Another point I don't quite agree with @Holger is that I think that the most fundamental reason is a bit different than the one he puts in the second paragraph (i.e. a) that you may call tryAdvance
post the end of the Stream
many times and b) that "there is no guaranty that the caller will always pass the same consumer"). I think that the most important reason is that Spliterator
being functionally identical to Stream
has to support short-circuiting and laziness (i.e. ability to not process the whole Stream
or else it can't support unbound streams). In other words, even if Spliterator API (quite strangely) required that you must use the same Consumer
object for all calls of all methods for a given Spliterator
, you would still need tryAdvance
and that tryAdvance
implementation would still have to use some buffer. You just can't stop processing data if all you've got is forEachRemaining(Consumer<? super T> )
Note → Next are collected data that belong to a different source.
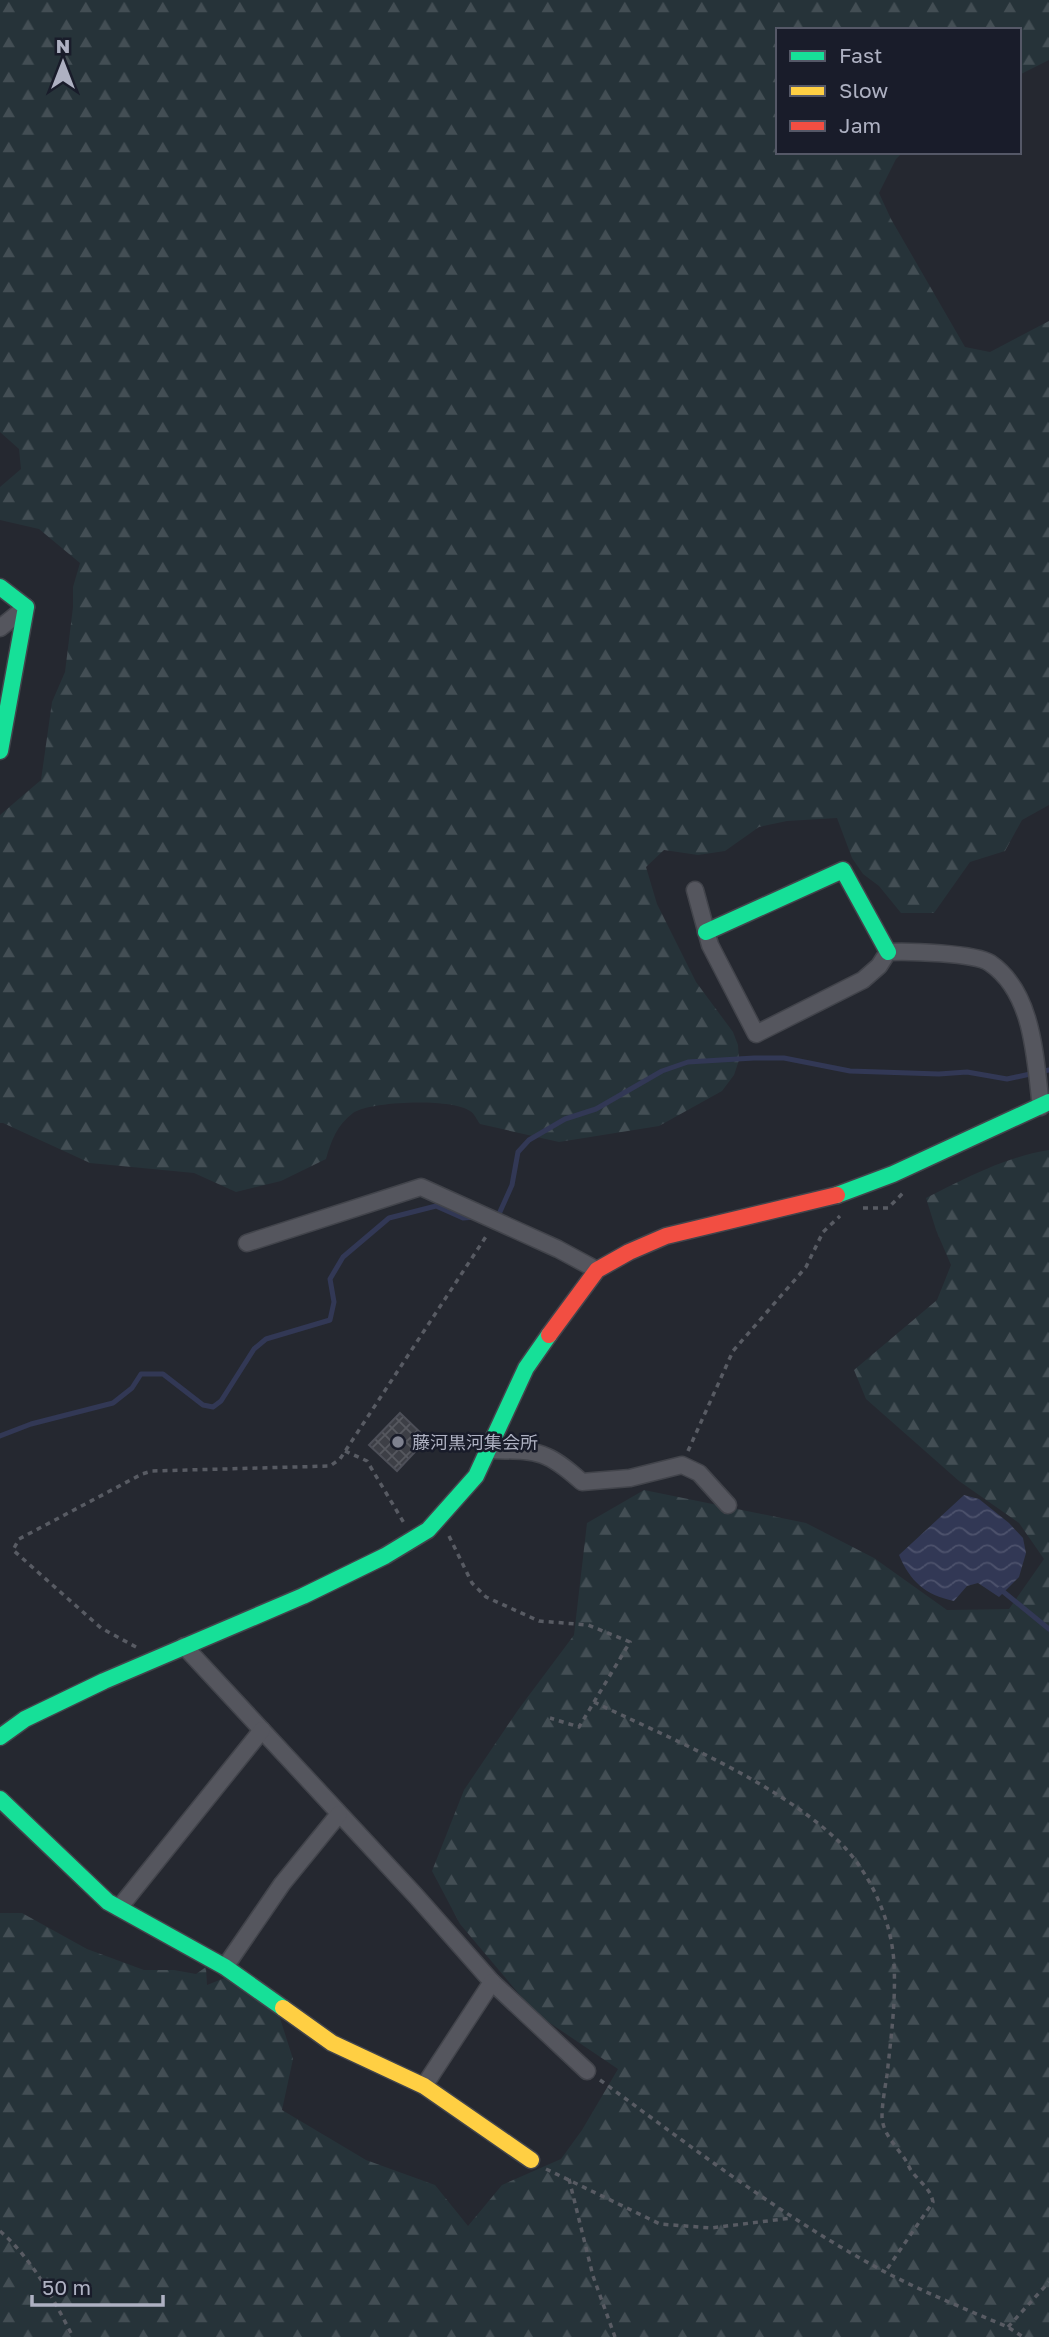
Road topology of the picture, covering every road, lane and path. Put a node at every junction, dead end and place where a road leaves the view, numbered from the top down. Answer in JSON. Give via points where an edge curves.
{"nodes":[{"id":1,"x":0,"y":587,"type":"edge"},
{"id":2,"x":26,"y":607,"type":"junction"},
{"id":3,"x":0,"y":628,"type":"edge"},
{"id":4,"x":0,"y":751,"type":"edge"},
{"id":5,"x":695,"y":890,"type":"dead end"},
{"id":6,"x":706,"y":932,"type":"junction"},
{"id":7,"x":888,"y":952,"type":"junction"},
{"id":8,"x":1045,"y":1104,"type":"edge"},
{"id":9,"x":905,"y":1168,"type":"junction"},
{"id":10,"x":854,"y":1211,"type":"dead end"},
{"id":11,"x":842,"y":1214,"type":"dead end"},
{"id":12,"x":494,"y":1220,"type":"junction"},
{"id":13,"x":247,"y":1243,"type":"dead end"},
{"id":14,"x":597,"y":1270,"type":"junction"},
{"id":15,"x":490,"y":1450,"type":"junction"},
{"id":16,"x":345,"y":1451,"type":"junction"},
{"id":17,"x":682,"y":1465,"type":"junction"},
{"id":18,"x":729,"y":1505,"type":"dead end"},
{"id":19,"x":440,"y":1519,"type":"junction"},
{"id":20,"x":414,"y":1539,"type":"junction"},
{"id":21,"x":184,"y":1646,"type":"junction"},
{"id":22,"x":150,"y":1661,"type":"junction"},
{"id":23,"x":594,"y":1702,"type":"junction"},
{"id":24,"x":550,"y":1718,"type":"dead end"},
{"id":25,"x":262,"y":1730,"type":"junction"},
{"id":26,"x":0,"y":1737,"type":"edge"},
{"id":27,"x":0,"y":1799,"type":"edge"},
{"id":28,"x":339,"y":1814,"type":"junction"},
{"id":29,"x":119,"y":1908,"type":"junction"},
{"id":30,"x":225,"y":1967,"type":"junction"},
{"id":31,"x":492,"y":1982,"type":"junction"},
{"id":32,"x":587,"y":2071,"type":"joint"},
{"id":33,"x":424,"y":2086,"type":"junction"},
{"id":34,"x":531,"y":2160,"type":"dead end"},
{"id":35,"x":793,"y":2218,"type":"junction"},
{"id":36,"x":0,"y":2231,"type":"edge"},
{"id":37,"x":885,"y":2272,"type":"junction"},
{"id":38,"x":1049,"y":2282,"type":"edge"},
{"id":39,"x":1008,"y":2327,"type":"junction"},
{"id":40,"x":73,"y":2337,"type":"edge"},
{"id":41,"x":615,"y":2337,"type":"edge"},
{"id":42,"x":1023,"y":2337,"type":"edge"}],
"edges":[{"from":1,"to":2,"type":"street"},
{"from":2,"to":3,"type":"street"},
{"from":2,"to":4,"type":"street"},
{"from":5,"to":6,"type":"street"},
{"from":6,"to":7,"type":"street","via":[[843,870]]},
{"from":6,"to":7,"type":"street","via":[[756,1034],[863,980]]},
{"from":7,"to":8,"type":"street","via":[[950,954],[989,962],[1013,986],[1028,1019]]},
{"from":8,"to":9,"type":"street"},
{"from":9,"to":10,"type":"path","via":[[904,1192],[888,1208]]},
{"from":9,"to":14,"type":"street","via":[[832,1197],[666,1236]]},
{"from":11,"to":17,"type":"path","via":[[822,1232],[806,1267],[733,1351]]},
{"from":12,"to":13,"type":"street","via":[[421,1187]]},
{"from":12,"to":14,"type":"street"},
{"from":12,"to":16,"type":"path"},
{"from":14,"to":15,"type":"street","via":[[526,1367]]},
{"from":15,"to":17,"type":"street","via":[[537,1451],[560,1462],[582,1482],[630,1478]]},
{"from":15,"to":19,"type":"street","via":[[476,1476]]},
{"from":16,"to":20,"type":"path","via":[[367,1461]]},
{"from":16,"to":22,"type":"path","via":[[330,1466],[152,1471],[19,1539],[13,1550],[101,1628],[145,1652]]},
{"from":17,"to":18,"type":"street","via":[[699,1473]]},
{"from":19,"to":20,"type":"street"},
{"from":19,"to":23,"type":"path","via":[[472,1583],[486,1597],[539,1621],[588,1625],[630,1642]]},
{"from":20,"to":21,"type":"street","via":[[303,1596]]},
{"from":21,"to":22,"type":"street"},
{"from":21,"to":25,"type":"street"},
{"from":22,"to":26,"type":"street","via":[[26,1719]]},
{"from":23,"to":24,"type":"path","via":[[579,1727]]},
{"from":23,"to":37,"type":"path","via":[[770,1790],[836,1838],[865,1873],[889,1935],[894,1963],[882,2118],[888,2138],[930,2191],[933,2202]]},
{"from":25,"to":28,"type":"street"},
{"from":25,"to":29,"type":"street"},
{"from":27,"to":29,"type":"street"},
{"from":28,"to":30,"type":"street","via":[[282,1884]]},
{"from":28,"to":31,"type":"street"},
{"from":29,"to":30,"type":"street"},
{"from":30,"to":33,"type":"street","via":[[332,2043]]},
{"from":31,"to":32,"type":"street"},
{"from":31,"to":33,"type":"street"},
{"from":32,"to":35,"type":"path"},
{"from":33,"to":34,"type":"street"},
{"from":35,"to":37,"type":"path"},
{"from":35,"to":41,"type":"path","via":[[711,2228],[660,2224],[569,2179],[593,2276]]},
{"from":36,"to":40,"type":"path","via":[[45,2283]]},
{"from":37,"to":39,"type":"path"},
{"from":38,"to":39,"type":"path"},
{"from":39,"to":42,"type":"path"}]}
so you can't implement anything similar to findFirst
or takeWhile
using it. Actually this is one of the reasons why inside JDK implementation uses Sink
interface rather than Consumer
(and what "wrap" in wrapAndCopyInto
stands for): Sink
has additional boolean cancellationRequested()
method.
So to sum up: a buffer is required because we want Spliterator
:
- To use simple
Consumer
that provides no means to report back end of processing/cancellation
- To provide means to stop processing of the data by a request of the (logical) consumer.
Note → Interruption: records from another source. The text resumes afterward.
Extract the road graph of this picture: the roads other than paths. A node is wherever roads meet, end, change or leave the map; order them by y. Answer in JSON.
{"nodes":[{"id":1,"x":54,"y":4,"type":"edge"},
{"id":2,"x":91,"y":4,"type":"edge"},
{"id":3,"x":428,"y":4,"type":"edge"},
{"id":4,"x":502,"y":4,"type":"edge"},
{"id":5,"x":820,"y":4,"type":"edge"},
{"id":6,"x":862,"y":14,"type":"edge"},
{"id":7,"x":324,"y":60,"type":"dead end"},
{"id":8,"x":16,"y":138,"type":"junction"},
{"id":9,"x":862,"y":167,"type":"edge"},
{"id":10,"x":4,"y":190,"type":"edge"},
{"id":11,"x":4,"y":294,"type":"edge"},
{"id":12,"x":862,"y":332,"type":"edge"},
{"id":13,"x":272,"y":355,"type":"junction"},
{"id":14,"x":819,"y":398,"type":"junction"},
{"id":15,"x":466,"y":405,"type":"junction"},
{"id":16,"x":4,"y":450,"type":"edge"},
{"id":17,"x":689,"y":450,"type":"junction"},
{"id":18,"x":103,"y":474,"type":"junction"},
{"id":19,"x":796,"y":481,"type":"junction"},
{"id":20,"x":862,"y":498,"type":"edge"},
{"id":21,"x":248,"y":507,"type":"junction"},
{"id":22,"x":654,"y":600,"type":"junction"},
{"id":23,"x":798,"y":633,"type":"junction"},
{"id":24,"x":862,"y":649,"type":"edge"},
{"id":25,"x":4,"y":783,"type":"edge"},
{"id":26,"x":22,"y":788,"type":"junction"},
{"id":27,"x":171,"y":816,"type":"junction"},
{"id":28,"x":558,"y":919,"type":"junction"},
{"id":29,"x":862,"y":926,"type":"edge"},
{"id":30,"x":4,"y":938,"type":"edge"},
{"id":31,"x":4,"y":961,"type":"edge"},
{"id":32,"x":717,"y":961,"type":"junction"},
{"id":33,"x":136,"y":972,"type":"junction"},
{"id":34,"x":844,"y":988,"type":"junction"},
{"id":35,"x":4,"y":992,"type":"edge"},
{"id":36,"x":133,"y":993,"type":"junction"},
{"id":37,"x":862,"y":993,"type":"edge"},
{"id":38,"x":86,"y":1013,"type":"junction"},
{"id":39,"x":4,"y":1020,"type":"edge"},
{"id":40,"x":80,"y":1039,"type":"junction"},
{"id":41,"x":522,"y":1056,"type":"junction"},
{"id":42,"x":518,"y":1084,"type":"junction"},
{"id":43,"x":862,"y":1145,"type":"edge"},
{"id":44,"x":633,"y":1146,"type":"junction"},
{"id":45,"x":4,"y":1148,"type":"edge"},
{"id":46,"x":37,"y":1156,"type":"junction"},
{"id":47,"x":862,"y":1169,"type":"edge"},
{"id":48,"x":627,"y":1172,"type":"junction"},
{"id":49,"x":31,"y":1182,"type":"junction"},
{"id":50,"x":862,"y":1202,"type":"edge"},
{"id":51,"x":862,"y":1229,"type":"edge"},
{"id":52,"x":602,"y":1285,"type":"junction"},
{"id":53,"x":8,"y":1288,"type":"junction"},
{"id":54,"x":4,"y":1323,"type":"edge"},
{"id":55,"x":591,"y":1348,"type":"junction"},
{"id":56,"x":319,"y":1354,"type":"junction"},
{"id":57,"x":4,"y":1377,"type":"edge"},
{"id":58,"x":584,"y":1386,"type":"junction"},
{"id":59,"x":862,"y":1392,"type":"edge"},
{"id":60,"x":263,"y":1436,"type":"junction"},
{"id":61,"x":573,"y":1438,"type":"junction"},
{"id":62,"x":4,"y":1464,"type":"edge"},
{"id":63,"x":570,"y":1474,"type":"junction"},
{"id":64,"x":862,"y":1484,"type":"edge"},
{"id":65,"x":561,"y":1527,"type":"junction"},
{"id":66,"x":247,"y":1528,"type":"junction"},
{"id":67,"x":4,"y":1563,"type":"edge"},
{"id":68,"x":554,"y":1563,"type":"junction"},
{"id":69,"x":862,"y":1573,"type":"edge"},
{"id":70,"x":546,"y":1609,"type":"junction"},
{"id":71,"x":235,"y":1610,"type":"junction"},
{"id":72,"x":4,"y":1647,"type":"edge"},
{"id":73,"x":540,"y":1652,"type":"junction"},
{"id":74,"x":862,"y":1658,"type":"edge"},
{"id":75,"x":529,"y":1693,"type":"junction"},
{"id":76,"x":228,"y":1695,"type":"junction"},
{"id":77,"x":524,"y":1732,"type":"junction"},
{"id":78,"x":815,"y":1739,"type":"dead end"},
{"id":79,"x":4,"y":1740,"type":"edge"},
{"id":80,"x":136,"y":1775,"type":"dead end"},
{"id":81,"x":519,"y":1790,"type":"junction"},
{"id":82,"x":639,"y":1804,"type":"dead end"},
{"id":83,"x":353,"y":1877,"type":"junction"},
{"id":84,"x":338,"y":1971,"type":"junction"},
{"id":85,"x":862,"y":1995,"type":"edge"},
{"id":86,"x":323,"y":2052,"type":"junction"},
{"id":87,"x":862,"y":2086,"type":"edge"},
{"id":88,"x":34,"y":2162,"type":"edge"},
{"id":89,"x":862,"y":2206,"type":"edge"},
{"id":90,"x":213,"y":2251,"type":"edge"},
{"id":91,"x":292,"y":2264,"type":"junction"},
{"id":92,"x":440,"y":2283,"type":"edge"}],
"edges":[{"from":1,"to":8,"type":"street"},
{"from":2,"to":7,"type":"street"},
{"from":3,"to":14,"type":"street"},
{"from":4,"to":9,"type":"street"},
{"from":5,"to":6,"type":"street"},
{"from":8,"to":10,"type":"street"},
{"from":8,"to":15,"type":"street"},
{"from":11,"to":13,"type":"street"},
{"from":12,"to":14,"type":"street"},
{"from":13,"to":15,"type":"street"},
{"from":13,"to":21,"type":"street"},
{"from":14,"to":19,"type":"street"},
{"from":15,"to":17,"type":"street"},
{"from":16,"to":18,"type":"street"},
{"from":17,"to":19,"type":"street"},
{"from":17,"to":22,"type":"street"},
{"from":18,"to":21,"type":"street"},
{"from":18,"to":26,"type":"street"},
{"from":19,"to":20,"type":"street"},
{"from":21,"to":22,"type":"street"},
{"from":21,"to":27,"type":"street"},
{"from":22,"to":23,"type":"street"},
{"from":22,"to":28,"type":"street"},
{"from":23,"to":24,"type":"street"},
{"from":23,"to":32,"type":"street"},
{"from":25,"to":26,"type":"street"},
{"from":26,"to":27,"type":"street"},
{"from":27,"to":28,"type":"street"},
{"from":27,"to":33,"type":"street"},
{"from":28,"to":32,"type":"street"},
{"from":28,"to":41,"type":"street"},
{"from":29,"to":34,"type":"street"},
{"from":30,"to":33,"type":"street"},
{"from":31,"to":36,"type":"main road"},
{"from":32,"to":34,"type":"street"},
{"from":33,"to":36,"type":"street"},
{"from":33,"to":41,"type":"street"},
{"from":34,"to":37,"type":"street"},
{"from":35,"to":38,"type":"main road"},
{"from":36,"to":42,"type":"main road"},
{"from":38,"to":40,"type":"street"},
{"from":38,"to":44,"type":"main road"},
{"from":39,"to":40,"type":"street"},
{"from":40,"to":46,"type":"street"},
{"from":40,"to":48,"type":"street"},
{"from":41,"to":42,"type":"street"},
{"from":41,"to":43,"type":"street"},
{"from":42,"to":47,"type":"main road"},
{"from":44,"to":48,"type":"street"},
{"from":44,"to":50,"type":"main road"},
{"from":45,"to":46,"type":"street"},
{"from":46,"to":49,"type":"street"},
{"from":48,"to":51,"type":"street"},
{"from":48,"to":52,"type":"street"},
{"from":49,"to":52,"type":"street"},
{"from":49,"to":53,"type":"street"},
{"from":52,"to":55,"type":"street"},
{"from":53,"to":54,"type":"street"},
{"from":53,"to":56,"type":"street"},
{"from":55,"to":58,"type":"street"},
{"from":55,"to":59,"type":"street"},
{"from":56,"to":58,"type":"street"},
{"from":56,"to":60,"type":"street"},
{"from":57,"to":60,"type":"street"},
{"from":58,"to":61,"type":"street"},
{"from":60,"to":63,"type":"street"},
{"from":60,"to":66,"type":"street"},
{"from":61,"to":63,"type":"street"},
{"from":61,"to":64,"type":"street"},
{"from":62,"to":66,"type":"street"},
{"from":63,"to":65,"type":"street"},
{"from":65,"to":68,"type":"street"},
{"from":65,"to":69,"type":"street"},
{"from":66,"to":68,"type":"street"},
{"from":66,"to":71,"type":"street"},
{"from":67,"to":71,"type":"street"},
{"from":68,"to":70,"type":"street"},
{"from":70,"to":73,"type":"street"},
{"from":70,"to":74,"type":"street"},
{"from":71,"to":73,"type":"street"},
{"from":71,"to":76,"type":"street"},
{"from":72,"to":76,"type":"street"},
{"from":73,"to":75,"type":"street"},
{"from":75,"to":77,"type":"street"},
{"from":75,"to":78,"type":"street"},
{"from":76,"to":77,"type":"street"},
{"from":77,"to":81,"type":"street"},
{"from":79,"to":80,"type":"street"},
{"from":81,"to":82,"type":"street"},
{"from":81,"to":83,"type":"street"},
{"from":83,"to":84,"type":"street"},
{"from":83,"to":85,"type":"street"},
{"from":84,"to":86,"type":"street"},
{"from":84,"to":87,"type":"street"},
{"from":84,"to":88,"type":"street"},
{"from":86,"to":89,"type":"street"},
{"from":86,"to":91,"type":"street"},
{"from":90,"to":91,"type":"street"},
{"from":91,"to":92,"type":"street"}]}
Note that those two are actually slightly contradictory requirements.
Example and some code
Here I'd like to provide some example of code that I believe is impossible to implement without additional buffer given current API contract (interfaces). This example is based on your example.
There is simple Collatz sequence of integers that is conjectured to always eventually hit 1. AFAIK this conjecture is not proved yet but is verified for many integers (at least for whole 32-bit int range).
So assume that the problem we are trying to solve is following: from a stream of Collatz sequences for random start numbers in range from 1 to 1,000,000 find the first that contains "123" in its decimal representation.
Here is a solution that uses just Stream
(not a Spliterator
):
static String findGoodNumber() {
return new Random()
.ints(1, 1_000_000) // unbound!
.flatMap(nr -> collatzSequence(nr))
.mapToObj(Integer::toString)
.filter(s -> s.contains("123"))
.findFirst().get();
}
where collatzSequence
is a function that returns Stream
containing the Collatz sequence until the first 1 (and for nitpickers let it also stop when current value is bigger than Integer.MAX_VALUE /3
so we don't hit overflow).
Every such Stream
returned by collatzSequence
is bound. Also standard Random
will eventually generate every number in the provided range. It means that we are guaranteed that there eventually will be some "good" number in the stream (for example just 123
) and findFirst
is short-circuiting so the whole operation will actually terminate. However no reasonable Stream API implementation can predict this.
Now let's assume that for some strange reason you want to perform the same thing using intermediate Spliterator
. Even though you have only one piece of logic and no need for different Consumer
s, you can't use forEachRemaining
. So you'll have to do something like this:
static Spliterator<String> createCollatzRandomSpliterator() {
return new Random()
.ints(1, 1_000_000) // unbound!
.flatMap(nr -> collatzSequence(nr))
.mapToObj(Integer::toString)
.spliterator();
}
static String findGoodNumberWithSpliterator() {
Spliterator<String> source = createCollatzRandomSpliterator();
String[] res = new String[1]; // work around for "final" closure restriction
while (source.tryAdvance(s -> {
if (s.contains("123")) {
res[0] = s;
}
})) {
if (res[0] != null)
return res[0];
}
throw new IllegalStateException("Impossible");
}
It is also important that for some starting numbers the Collatz sequence will contain several matching numbers. For example, both 41123
and 123370
(= 41123*3+1) contain "123". It means that we really don't want our Consumer
to be called post the first matching hit. But since Consumer
doesn't expose any means to report end of processing, WrappingSpliterator
can't just pass our Consumer
to the inner Spliterator
. The only solution is to accumulate all results of inner flatMap
(with all the post-processing) into some buffer and then iterate over that buffer one element at a time.